Baeumont, C.W. (1946). Ballet Design: Past and Present. London: The Studio, Ltd.
Bentley, T. (1995). Costumes by Karinska. New York: Harry N. Abrams, Inc.
Danceinforma, (2013). [Platter Tutu] Retrieved from http://www.danceinforma.com/magazine/wp-content/uploads/2013/10/Imperial-Russian-Ballet-Australia-326×235.jpg
Degas, E. [n.d.] [Bell Tutus in Painting] Retrieved from http://24.media.tumblr.com/904a80d4f0a63f7258169b42a76e303a/tumblr_mvchifSJ4P1rdf1x2o1_500.png
Fonteyn, M. (1980). The Magic of Dance. Great Britain: Fountain Productions Ltd.
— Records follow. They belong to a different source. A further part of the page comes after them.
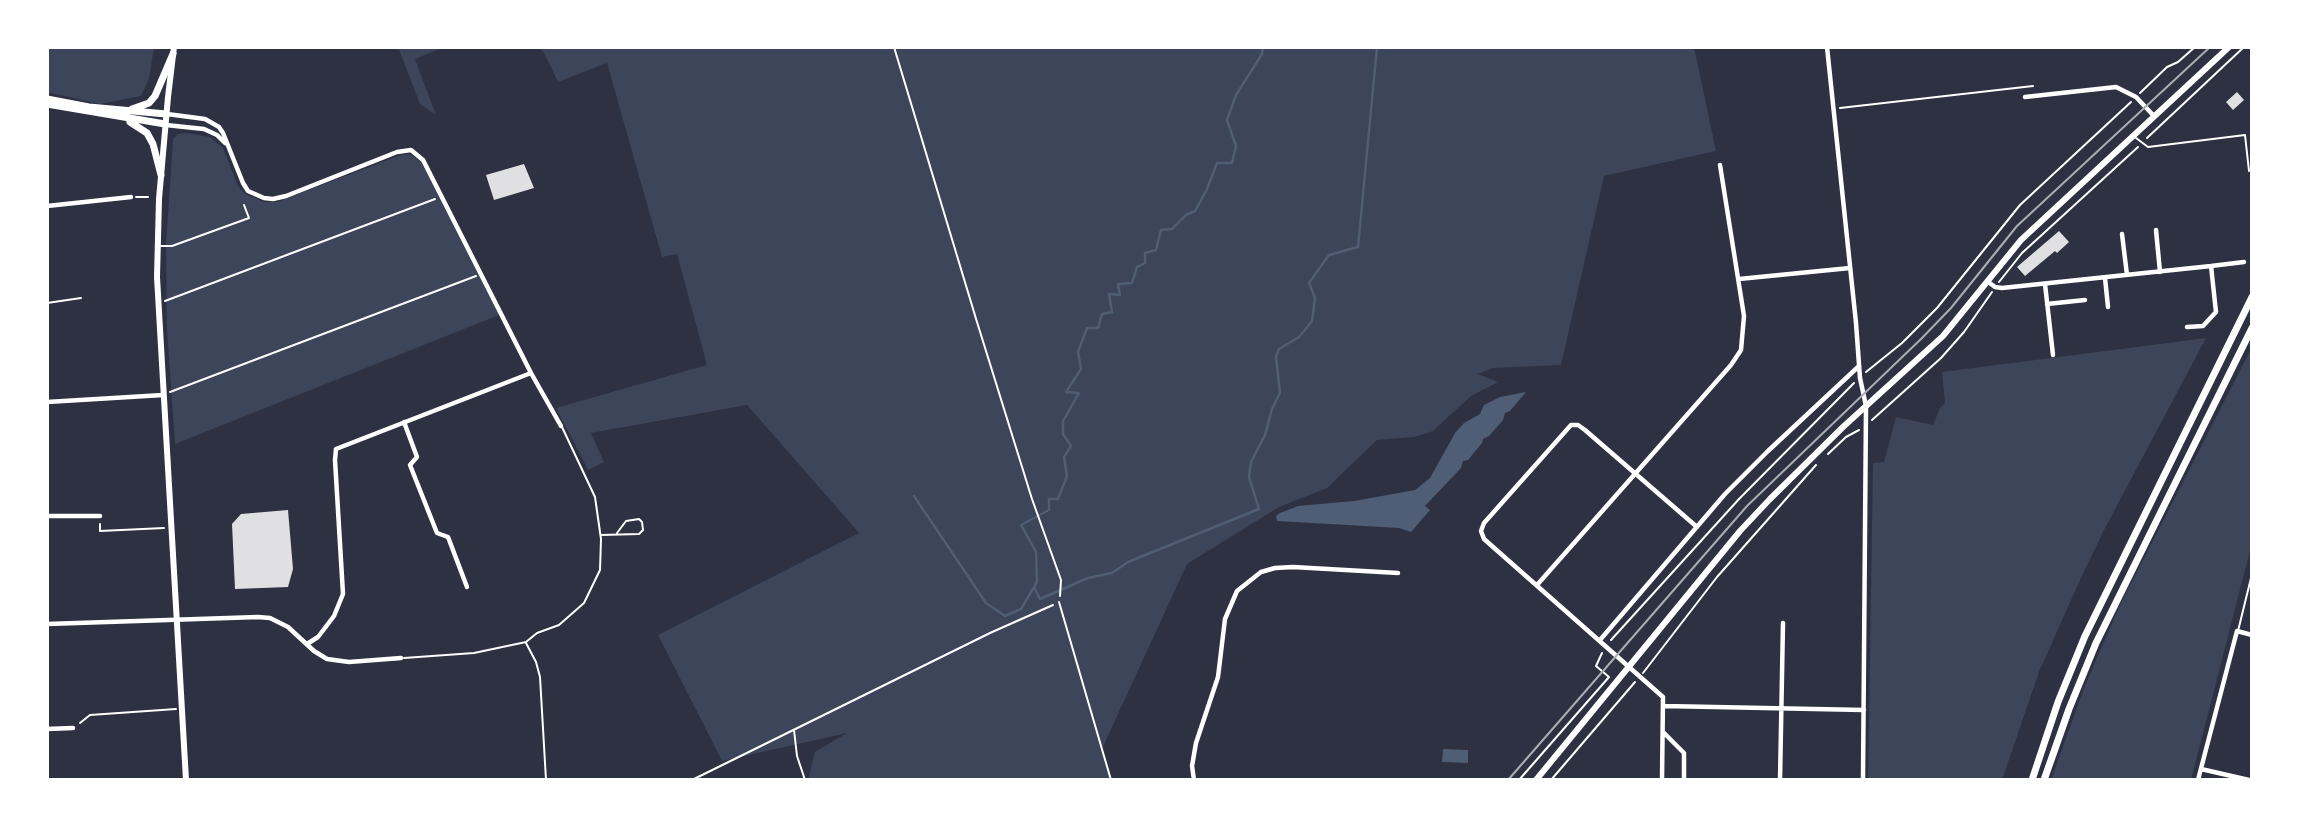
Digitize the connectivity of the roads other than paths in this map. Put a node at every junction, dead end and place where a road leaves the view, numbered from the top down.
1 (1828, 47) edge
2 (2229, 47) edge
3 (174, 51) edge
4 (2025, 97) dead end
5 (47, 101) edge
6 (120, 114) junction
7 (166, 114) junction
8 (2154, 115) junction
9 (165, 124) junction
10 (2133, 135) junction
11 (230, 150) junction
12 (1720, 165) dead end
13 (2249, 171) dead end
14 (161, 174) junction
15 (131, 197) road end
16 (244, 205) dead end
17 (47, 206) edge
18 (2156, 230) dead end
19 (2122, 234) dead end
20 (158, 245) junction
21 (2244, 262) dead end
22 (2211, 266) junction
23 (1850, 268) junction
24 (2160, 272) junction
25 (2127, 275) junction
26 (2105, 278) junction
27 (1739, 279) junction
28 (1987, 281) junction
29 (2045, 284) junction
30 (2252, 297) edge
31 (2085, 300) dead end
32 (2048, 304) junction
33 (2108, 307) dead end
34 (2187, 327) dead end
35 (2252, 328) edge
36 (2053, 355) dead end
37 (1858, 367) junction
38 (531, 373) junction
39 (163, 395) junction
40 (47, 402) edge
41 (1866, 406) junction
42 (404, 422) junction
43 (561, 426) joint
44 (1634, 472) junction
45 (47, 516) edge
46 (100, 516) road end
47 (1697, 527) junction
48 (617, 533) junction
49 (600, 536) junction
50 (1398, 573) dead end
51 (2252, 574) edge
52 (1537, 585) junction
53 (467, 587) dead end
54 (1059, 602) road end
55 (177, 621) junction
56 (1783, 622) dead end
57 (47, 624) edge
58 (2238, 631) junction
59 (2252, 635) edge
60 (1600, 640) junction
61 (526, 642) junction
62 (307, 644) junction
63 (401, 658) joint
64 (1630, 667) junction
65 (1664, 706) junction
66 (1781, 708) junction
67 (1864, 710) junction
68 (73, 728) road end
69 (47, 729) edge
70 (1663, 731) junction
71 (2201, 769) junction
72 (186, 780) edge
73 (546, 780) edge
74 (1111, 780) edge
75 (1194, 780) edge
76 (1536, 780) edge
77 (1661, 780) edge
78 (1684, 780) edge
79 (1780, 780) edge
80 (1863, 780) edge
81 (2032, 780) edge
82 (2044, 780) edge
83 (2198, 780) edge
84 (2249, 780) edge

1 - 23 street
2 - 8 main road
3 - 6 highway
3 - 7 main road
4 - 8 street
5 - 6 highway
6 - 7 highway
6 - 9 highway
6 - 14 highway
7 - 9 main road
7 - 11 street
8 - 10 main road
9 - 11 street
9 - 14 main road
10 - 13 lane
10 - 28 main road
11 - 38 street
12 - 27 street
14 - 20 main road
15 - 17 street
16 - 20 lane
18 - 24 street
19 - 25 street
20 - 39 main road
21 - 22 street
22 - 24 street
22 - 34 street
23 - 27 street
23 - 37 street
24 - 25 street
25 - 26 street
26 - 29 street
26 - 33 street
27 - 44 street
28 - 29 street
28 - 41 main road
29 - 32 street
30 - 81 highway
31 - 32 street
32 - 36 street
35 - 82 highway
37 - 41 street
37 - 47 street
38 - 42 street
38 - 43 street
39 - 40 street
39 - 55 main road
41 - 64 main road
41 - 67 street
42 - 53 street
42 - 62 street
43 - 49 lane
44 - 47 street
44 - 52 street
44 - 52 street
45 - 46 street
47 - 60 street
48 - 48 lane
48 - 49 lane
49 - 61 lane
50 - 75 street
51 - 58 lane
52 - 60 street
54 - 74 lane
55 - 57 street
55 - 62 street
55 - 72 main road
56 - 66 street
58 - 59 street
58 - 71 street
60 - 64 street
61 - 63 lane
61 - 73 lane
62 - 63 street
64 - 65 street
64 - 76 main road
65 - 66 street
65 - 70 street
66 - 67 street
66 - 79 street
67 - 80 street
68 - 69 street
70 - 77 street
70 - 78 street
71 - 83 street
71 - 84 street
Hecht, T. (2005). Ballet Costume. A-Z of Fashion. Retrieved from http://www.bergfashionlibrary.com/view/bazf/bazf00051.xml
Hendrickson, A. (2015). Terrible Tulle. Retrieved from Dance Magazine.com: http://www.dancemagazine.com/issues/April-2013/Terrible-Tulle
Looseleaf, V. (2015). The Story of the Tutu. Retrieved from Dance Magazine.com: http://www.dancemagazine.com/issues/October-2007/The-Story-of-the-Tutu
Nietzsche, F. (1872). The Birth of Tragedy. Germany: Verlag Von E. W. Fritzsch.